A French braid, also called a French plait, is a type of braided hairstyle. The three-strand gathered plait includes three sections of hair that are braided together from the crown of the head to the nape of the neck.

==Description==
In the simplest form of three-strand braid, all the hair is initially divided into three sections, which are then simultaneously gathered together near the scalp. In contrast, a French braid starts with three small sections of hair near the crown of the head, which are then braided together toward the nape of the neck, gradually adding more hair to each section as it crosses in from the side into the center of the braid structure.

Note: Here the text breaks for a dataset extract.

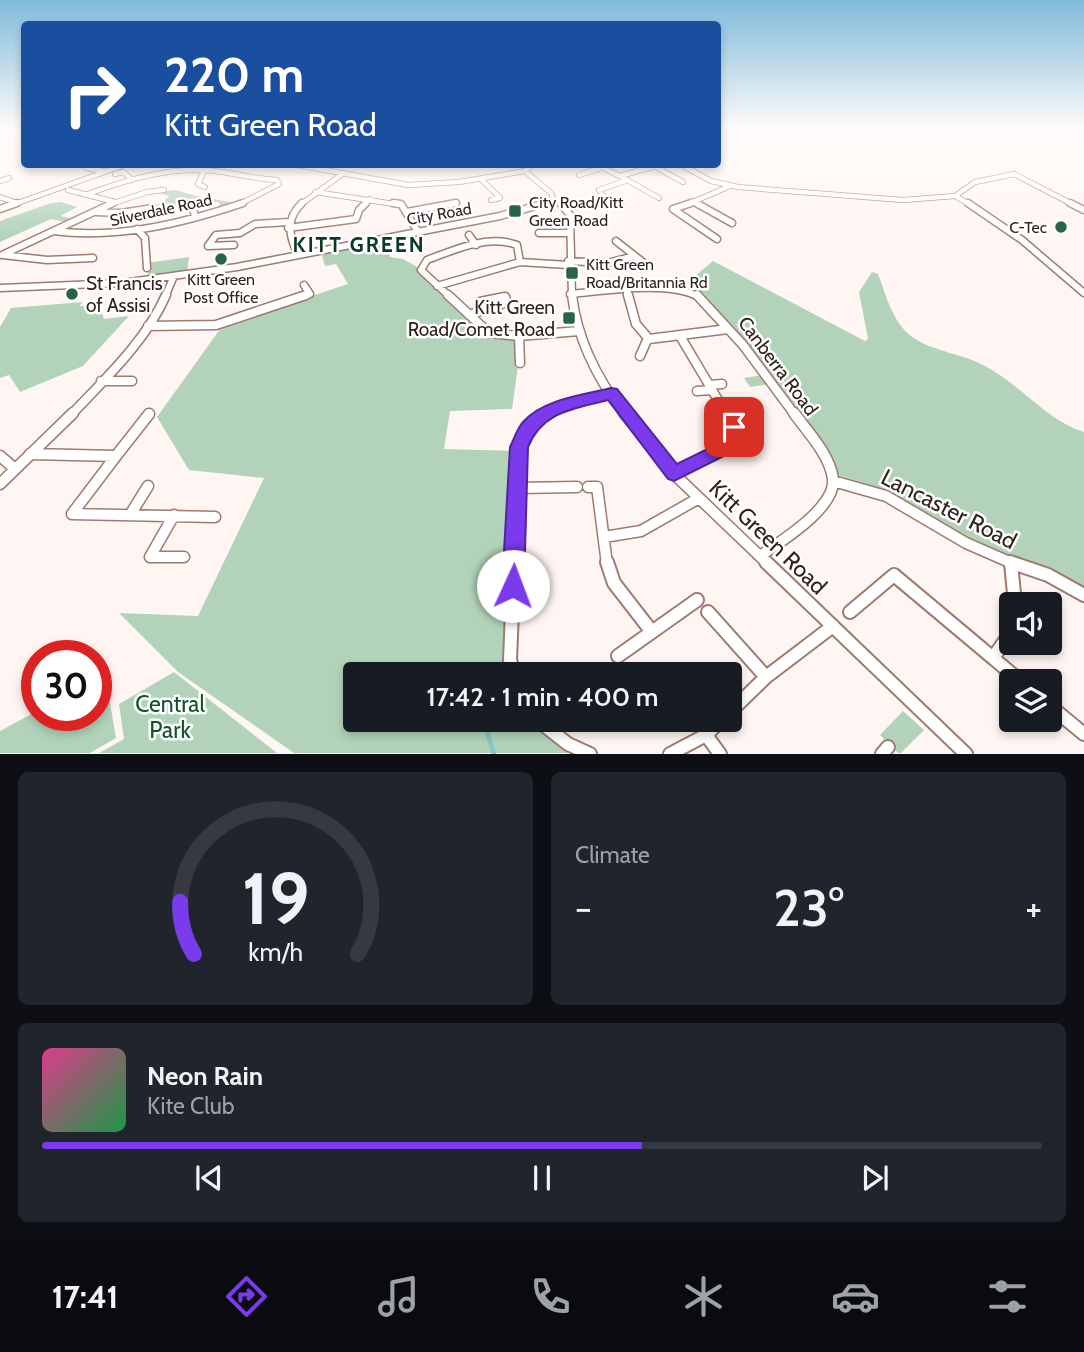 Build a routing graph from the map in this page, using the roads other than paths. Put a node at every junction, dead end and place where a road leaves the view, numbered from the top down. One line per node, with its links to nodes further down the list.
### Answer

The final result incorporates all of the hair into a smoothly woven pattern over the scalp.

If the main mass of hair is initially parted into two or more sections along the scalp that are kept separate from one another, multiple French braids may be created, each in its own section. The length of hair plays a role in the ability to braid; shorter hair can be more of a challenge. Bobby pins can be useful when braiding shorter hair or hair with many different layers to keep all of the hair in the French braid in place. There are many different ways of French braiding that make it unique; for example, a person can braid at a slant, braid into a bun, or only braid the bangs (fringe).

Compared to the simplest form of hair braid, a French braid has several practical advantages: it can restrain hair from the top of the head that is too short to reach the nape of the neck, and it spreads the weight and tension of the braid across a larger portion of the scalp. Its sleek appearance is often regarded as being elegant and sophisticated. A French braid is more difficult to construct than a simple braid because of its greater complexity. When performed on one's own hair, it also requires a more prolonged elevation of the hands above the back of the head, and leaves more tangled hair along the scalp when unbraiding.

In this style of braid, start on top of the head and braid it till the end of the hair. Braiding in this manner can be done with different braid types but the most popular are the classic braid and the fishtail braid. A sister braid to the French braid is the Spanish braid. The Spanish braid is like a French braid but in the beginning, instead of grabbing three sections of hair, only two are used.

==History==

The phrase "French braid" appears in an 1871 issue of Arthur's Home Magazine, used in a piece of short fiction ("Our New Congressman" by March Westland) that describes it as a new hairstyle ("do up your hair in that new French braid"). However, no visual illustrations are provided for that context, making it impossible to tell whether it refers to the same hairstyle described above.

== Variations ==
Variations on this hairstyle include:

- Dutch braid: A Dutch braid (also called an inverted French braid or reverse French braid or pineapple braid) is created when the three hair sections are crossed under each other, instead of over. It results in the look of a braid standing up from the rest of the hair, instead of being under the hair.
- Fishtail braid: A fishtail braid resembles a French braid in its smoothly woven appearance, but divides the hair into only two sections instead of three. A small piece of each section is passed over to the other section over and over to form the braid. This style was called the "Grecian braid" in the 19th century.
- Variations of the French braid are also used to prepare horses' tails for showing polo and polocrosse.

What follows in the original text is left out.